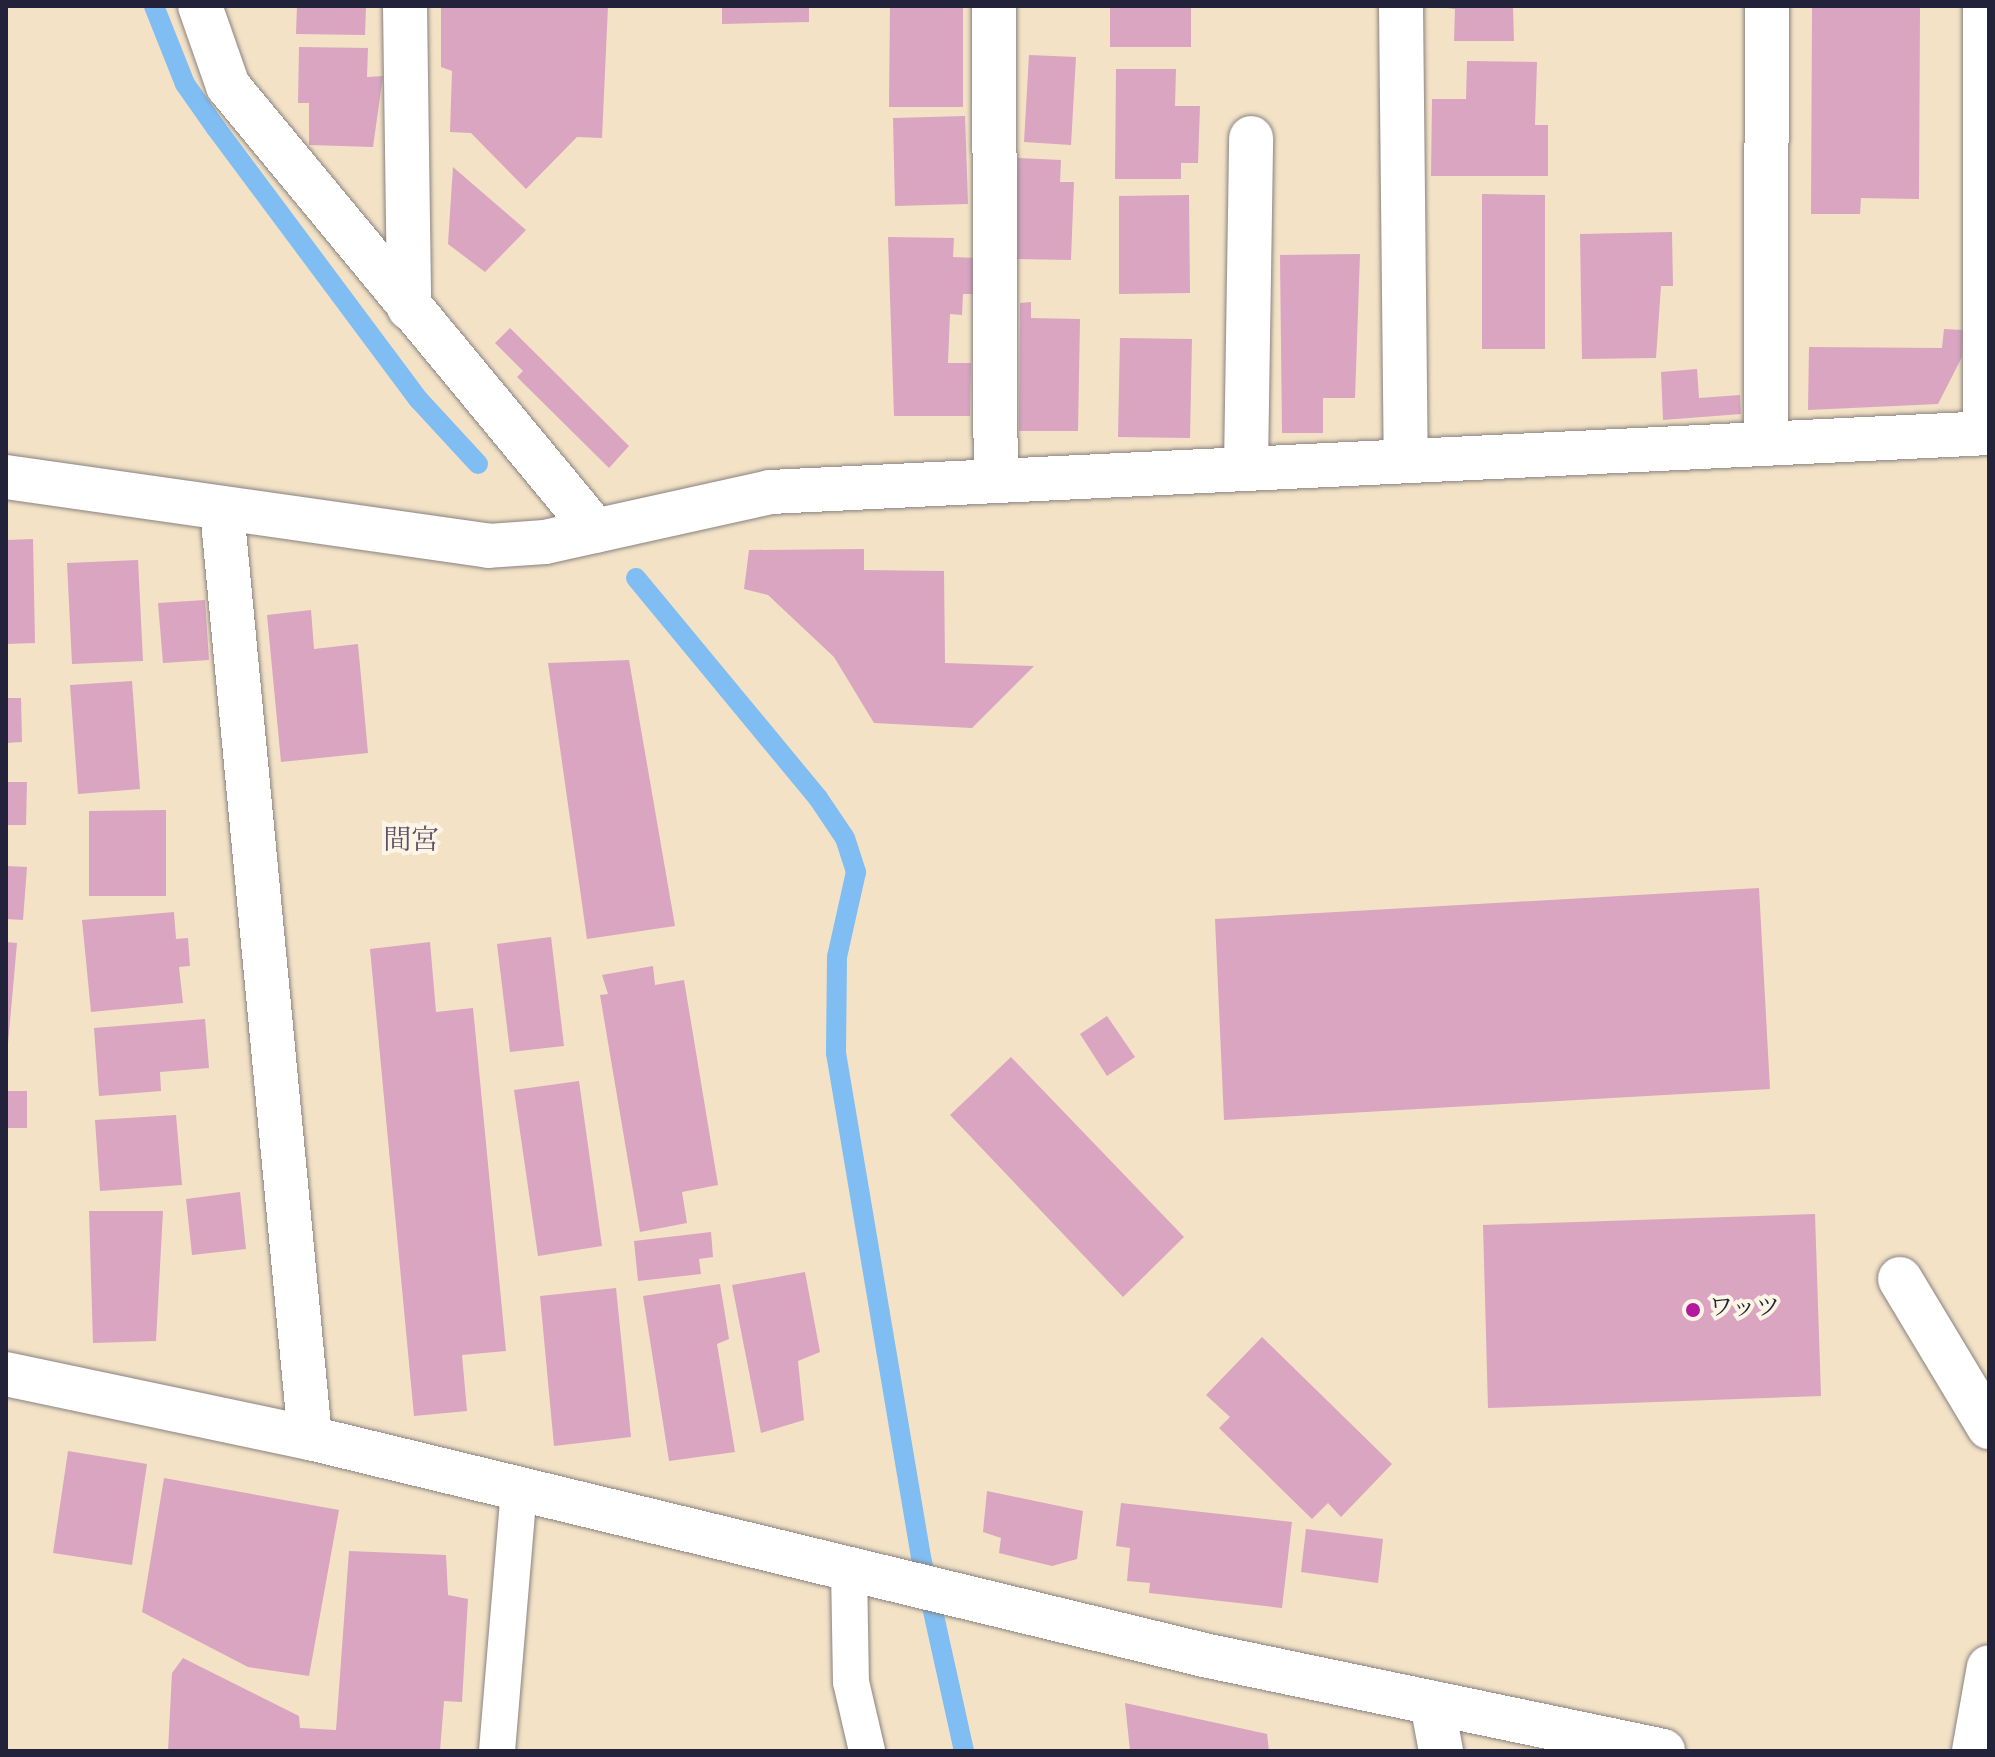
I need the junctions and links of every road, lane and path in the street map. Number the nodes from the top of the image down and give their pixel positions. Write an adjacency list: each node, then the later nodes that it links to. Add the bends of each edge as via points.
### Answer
1 (200, 6): 8 (street, via 228,86)
2 (405, 6): 8 (street)
3 (994, 6): 14 (street)
4 (1401, 6): 11 (street)
5 (1767, 6): 10 (street)
6 (1985, 6): 9 (street)
7 (1251, 138): 12 (street)
8 (409, 308): 16 (street)
9 (1987, 433): 10 (street)
10 (1766, 443): 11 (street)
11 (1406, 459): 12 (street)
12 (1246, 466): 14 (street)
13 (6, 477): 15 (street)
14 (996, 477): 16 (street, via 770,492)
15 (222, 510): 16 (street, via 488,546); 20 (street)
16 (596, 531)
17 (1900, 1279): 19 (street)
18 (6, 1374): 20 (street)
19 (1989, 1427)
20 (310, 1438): 21 (street)
21 (519, 1489): 22 (street); 25 (lane)
22 (849, 1569): 24 (street); 26 (lane, via 851,1682)
23 (1989, 1667): 29 (street)
24 (1432, 1703): 27 (street); 28 (street)
25 (497, 1751)
26 (867, 1751)
27 (1441, 1751)
28 (1663, 1751)
29 (1974, 1751)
· · · ·
*WHAT THIS TASK INVOLVES:*
Retype every record as it stands. None of the pictures should appear.

*WORKED SOLUTION:*
I need the junctions and links of every road, lane and path in the street map. Number the nodes from the top of the image down and give their pixel positions. Write an adjacency list: each node, then the later nodes that it links to. Add the bends of each edge as via points.
### Answer
1 (200, 6): 8 (street, via 228,86)
2 (405, 6): 8 (street)
3 (994, 6): 14 (street)
4 (1401, 6): 11 (street)
5 (1767, 6): 10 (street)
6 (1985, 6): 9 (street)
7 (1251, 138): 12 (street)
8 (409, 308): 16 (street)
9 (1987, 433): 10 (street)
10 (1766, 443): 11 (street)
11 (1406, 459): 12 (street)
12 (1246, 466): 14 (street)
13 (6, 477): 15 (street)
14 (996, 477): 16 (street, via 770,492)
15 (222, 510): 16 (street, via 488,546); 20 (street)
16 (596, 531)
17 (1900, 1279): 19 (street)
18 (6, 1374): 20 (street)
19 (1989, 1427)
20 (310, 1438): 21 (street)
21 (519, 1489): 22 (street); 25 (lane)
22 (849, 1569): 24 (street); 26 (lane, via 851,1682)
23 (1989, 1667): 29 (street)
24 (1432, 1703): 27 (street); 28 (street)
25 (497, 1751)
26 (867, 1751)
27 (1441, 1751)
28 (1663, 1751)
29 (1974, 1751)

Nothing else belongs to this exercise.